What you need to do ▸ Pictures do not belong in the copy. Return all of the entries exactly.

Records provided ▸
● ● ●

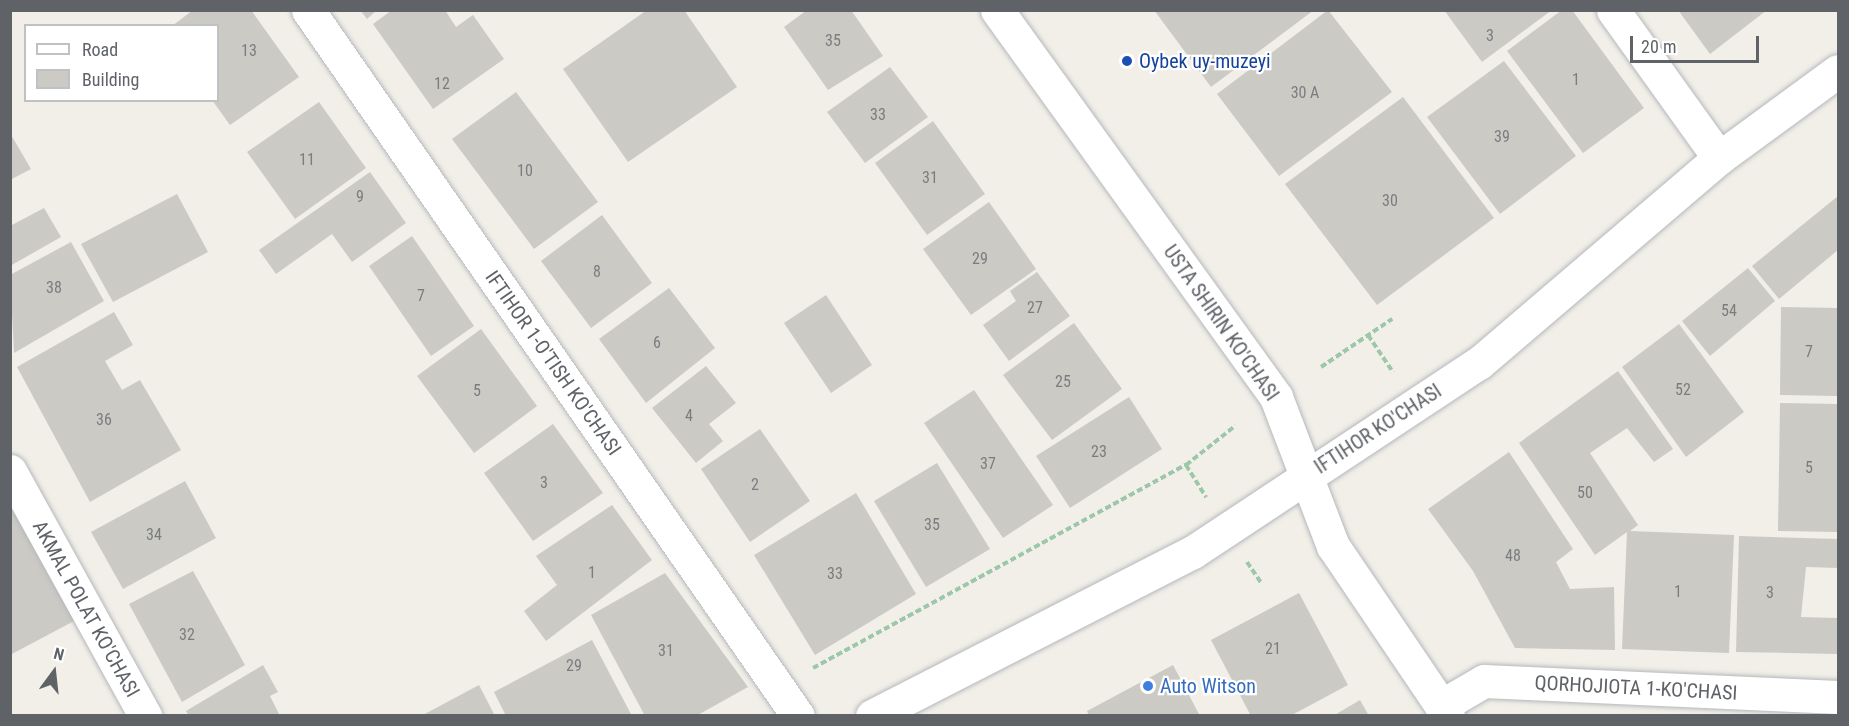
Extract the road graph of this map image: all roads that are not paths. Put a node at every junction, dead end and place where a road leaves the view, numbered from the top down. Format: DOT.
graph roads {
  1 [pos="308,10"];
  2 [pos="997,10"];
  3 [pos="1613,10"];
  4 [pos="1839,72"];
  5 [pos="1719,158"];
  6 [pos="10,471"];
  7 [pos="1306,476"];
  8 [pos="1839,697"];
  9 [pos="1444,711"];
  10 [pos="145,716"];
  11 [pos="798,716"];
  12 [pos="872,716"];
  1 -- 11 [label="street, IFTIHOR 1-O'TISH KO'CHASI"];
  2 -- 7 [label="street, USTA SHIRIN KO'CHASI"];
  3 -- 5 [label="street"];
  4 -- 5 [label="street, IFTIHOR KO'CHASI"];
  5 -- 7 [label="street, IFTIHOR KO'CHASI"];
  6 -- 10 [label="street, AKMAL POLAT KO'CHASI"];
  7 -- 9 [label="street, USTA SHIRIN KO'CHASI"];
  7 -- 12 [label="street, IFTIHOR KO'CHASI"];
  8 -- 9 [label="street, QORHOJIOTA 1-KO'CHASI"];
}
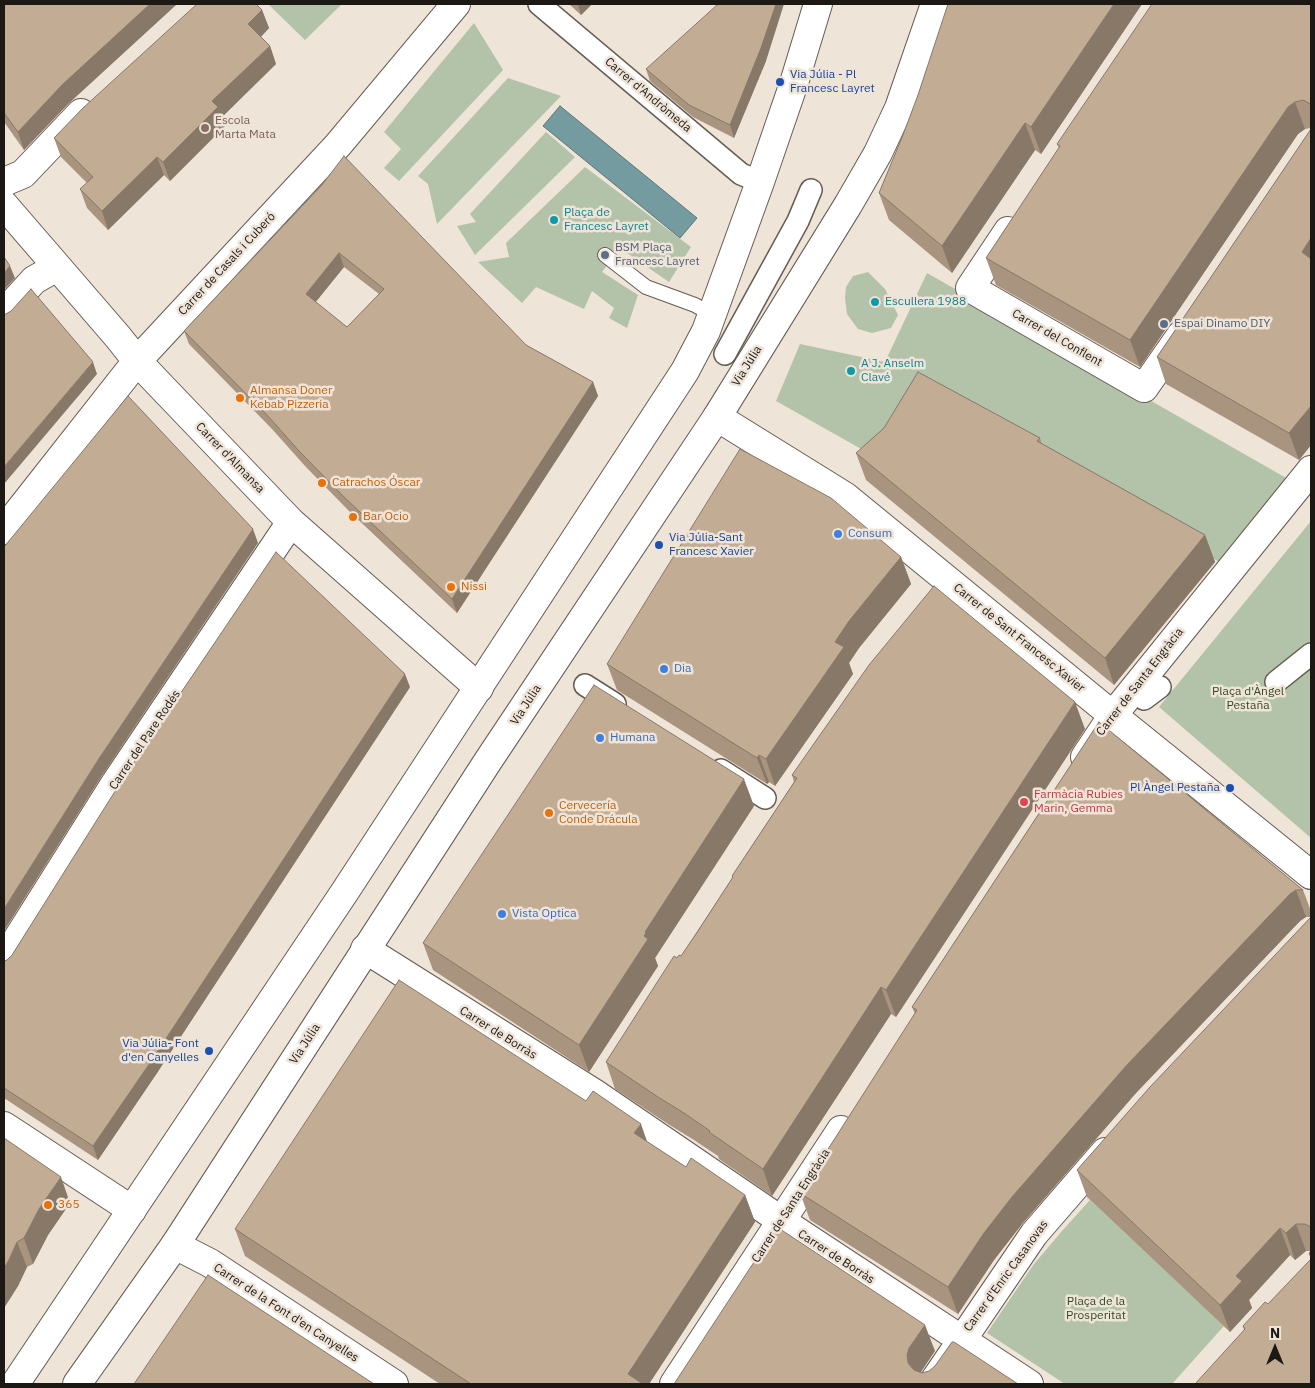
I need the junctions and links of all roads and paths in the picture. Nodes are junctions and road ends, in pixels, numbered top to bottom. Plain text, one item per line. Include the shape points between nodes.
1 (456, 4) edge
2 (539, 4) edge
3 (818, 4) edge
4 (935, 4) edge
5 (100, 96) edge
6 (4, 182) edge
7 (760, 182) junction
8 (811, 190) dead end
9 (4, 205) edge
10 (1024, 207) edge
11 (605, 255) dead end
12 (57, 267) junction
13 (4, 313) edge
14 (711, 314) junction
15 (1195, 314) edge
16 (725, 354) dead end
17 (137, 361) junction
18 (717, 416) junction
19 (1311, 470) edge
20 (291, 522) junction
21 (4, 530) edge
22 (1311, 654) edge
23 (1276, 682) dead end
24 (586, 685) dead end
25 (479, 688) junction
26 (1112, 715) junction
27 (634, 716) edge
28 (708, 762) edge
29 (1070, 780) edge
30 (774, 805) dead end
31 (1311, 874) edge
32 (366, 950) junction
33 (4, 960) edge
34 (610, 1069) dead end
35 (594, 1093) junction
36 (854, 1111) edge
37 (4, 1126) edge
38 (1123, 1132) edge
39 (132, 1210) junction
40 (782, 1220) junction
41 (175, 1245) junction
42 (961, 1339) junction
43 (15, 1384) edge
44 (77, 1384) edge
45 (394, 1384) edge
46 (674, 1384) edge
47 (932, 1384) edge
48 (1030, 1384) edge

1 - 17 street, Carrer de Casals i Cuberó via 338,145
2 - 7 street, Carrer d'Andròmeda via 741,174
3 - 7 street
4 - 18 street, Via Júlia via 899,108 878,153
5 - 6 street via 23,174
7 - 14 street
8 - 16 street, Via Júlia via 798,221
9 - 12 street, Carrer d'Almansa
10 - 15 street, Carrer del Conflent via 970,288 1144,388
11 - 14 lane via 646,287
12 - 13 street via 34,280
12 - 17 street, Carrer d'Almansa
14 - 25 street via 706,331 685,370
17 - 20 street, Carrer d'Almansa
17 - 21 street, Carrer de Casals i Cuberó
18 - 26 street, Carrer de Sant Francesc Xavier via 846,497 935,585
18 - 32 street, Via Júlia
19 - 26 street, Carrer de Santa Engràcia
20 - 25 street, Carrer d'Almansa
20 - 33 street, Carrer del Pare Rodés via 116,782
22 - 23 street
24 - 27 street
25 - 39 street
26 - 29 street, Carrer de Santa Engràcia
26 - 31 street, Carrer de Sant Francesc Xavier
28 - 30 street
32 - 35 street, Carrer de Borràs
32 - 41 street, Via Júlia
34 - 35 street
35 - 40 street, Carrer de Borràs
36 - 40 street, Carrer de Santa Engràcia
37 - 39 street
38 - 42 street, Carrer d'Enric Casanovas via 1034,1234
39 - 43 street
40 - 42 street, Carrer de Borràs
40 - 46 street, Carrer de Santa Engràcia
41 - 44 street, Via Júlia
41 - 45 street, Carrer de la Font d'en Canyelles via 210,1263
42 - 47 street, Carrer d'Enric Casanovas
42 - 48 street, Carrer de Borràs

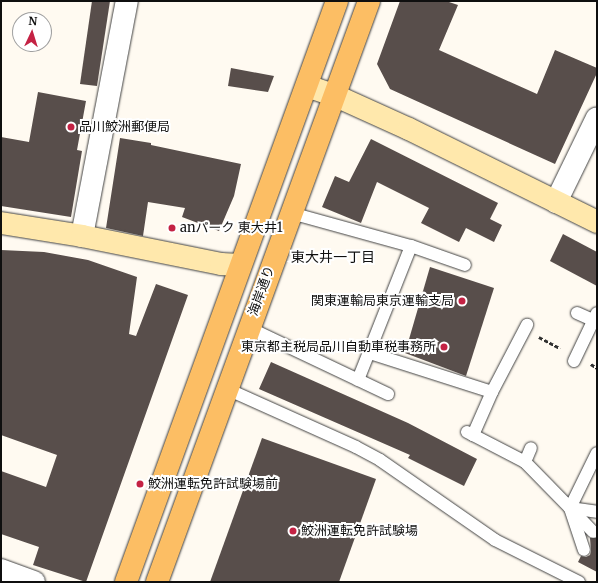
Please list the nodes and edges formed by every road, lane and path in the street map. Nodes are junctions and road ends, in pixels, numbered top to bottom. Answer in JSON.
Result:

● ● ●

Output ▸
Extract the road graph of this map image: all roads that are not paths. Put a node at every junction, dead end and place where a road leaves the view, numbered from the top down. Format: DOT.
graph roads {
  1 [pos="308,10"];
  2 [pos="997,10"];
  3 [pos="1613,10"];
  4 [pos="1839,72"];
  5 [pos="1719,158"];
  6 [pos="10,471"];
  7 [pos="1306,476"];
  8 [pos="1839,697"];
  9 [pos="1444,711"];
  10 [pos="145,716"];
  11 [pos="798,716"];
  12 [pos="872,716"];
  1 -- 11 [label="street, IFTIHOR 1-O'TISH KO'CHASI"];
  2 -- 7 [label="street, USTA SHIRIN KO'CHASI"];
  3 -- 5 [label="street"];
  4 -- 5 [label="street, IFTIHOR KO'CHASI"];
  5 -- 7 [label="street, IFTIHOR KO'CHASI"];
  6 -- 10 [label="street, AKMAL POLAT KO'CHASI"];
  7 -- 9 [label="street, USTA SHIRIN KO'CHASI"];
  7 -- 12 [label="street, IFTIHOR KO'CHASI"];
  8 -- 9 [label="street, QORHOJIOTA 1-KO'CHASI"];
}
I need the junctions and links of all roads and paths in the picture. Nodes are junctions and road ends, in pixels, numbered top to bottom. Plain text, one item per line. Include the shape points between nodes.
1 (456, 4) edge
2 (539, 4) edge
3 (818, 4) edge
4 (935, 4) edge
5 (100, 96) edge
6 (4, 182) edge
7 (760, 182) junction
8 (811, 190) dead end
9 (4, 205) edge
10 (1024, 207) edge
11 (605, 255) dead end
12 (57, 267) junction
13 (4, 313) edge
14 (711, 314) junction
15 (1195, 314) edge
16 (725, 354) dead end
17 (137, 361) junction
18 (717, 416) junction
19 (1311, 470) edge
20 (291, 522) junction
21 (4, 530) edge
22 (1311, 654) edge
23 (1276, 682) dead end
24 (586, 685) dead end
25 (479, 688) junction
26 (1112, 715) junction
27 (634, 716) edge
28 (708, 762) edge
29 (1070, 780) edge
30 (774, 805) dead end
31 (1311, 874) edge
32 (366, 950) junction
33 (4, 960) edge
34 (610, 1069) dead end
35 (594, 1093) junction
36 (854, 1111) edge
37 (4, 1126) edge
38 (1123, 1132) edge
39 (132, 1210) junction
40 (782, 1220) junction
41 (175, 1245) junction
42 (961, 1339) junction
43 (15, 1384) edge
44 (77, 1384) edge
45 (394, 1384) edge
46 (674, 1384) edge
47 (932, 1384) edge
48 (1030, 1384) edge

1 - 17 street, Carrer de Casals i Cuberó via 338,145
2 - 7 street, Carrer d'Andròmeda via 741,174
3 - 7 street
4 - 18 street, Via Júlia via 899,108 878,153
5 - 6 street via 23,174
7 - 14 street
8 - 16 street, Via Júlia via 798,221
9 - 12 street, Carrer d'Almansa
10 - 15 street, Carrer del Conflent via 970,288 1144,388
11 - 14 lane via 646,287
12 - 13 street via 34,280
12 - 17 street, Carrer d'Almansa
14 - 25 street via 706,331 685,370
17 - 20 street, Carrer d'Almansa
17 - 21 street, Carrer de Casals i Cuberó
18 - 26 street, Carrer de Sant Francesc Xavier via 846,497 935,585
18 - 32 street, Via Júlia
19 - 26 street, Carrer de Santa Engràcia
20 - 25 street, Carrer d'Almansa
20 - 33 street, Carrer del Pare Rodés via 116,782
22 - 23 street
24 - 27 street
25 - 39 street
26 - 29 street, Carrer de Santa Engràcia
26 - 31 street, Carrer de Sant Francesc Xavier
28 - 30 street
32 - 35 street, Carrer de Borràs
32 - 41 street, Via Júlia
34 - 35 street
35 - 40 street, Carrer de Borràs
36 - 40 street, Carrer de Santa Engràcia
37 - 39 street
38 - 42 street, Carrer d'Enric Casanovas via 1034,1234
39 - 43 street
40 - 42 street, Carrer de Borràs
40 - 46 street, Carrer de Santa Engràcia
41 - 44 street, Via Júlia
41 - 45 street, Carrer de la Font d'en Canyelles via 210,1263
42 - 47 street, Carrer d'Enric Casanovas
42 - 48 street, Carrer de Borràs

Please list the nodes and edges formed by every road, lane and path in the street map. Nodes are junctions and road ends, in pixels, numbered top to bottom. Answer in JSON.
Result:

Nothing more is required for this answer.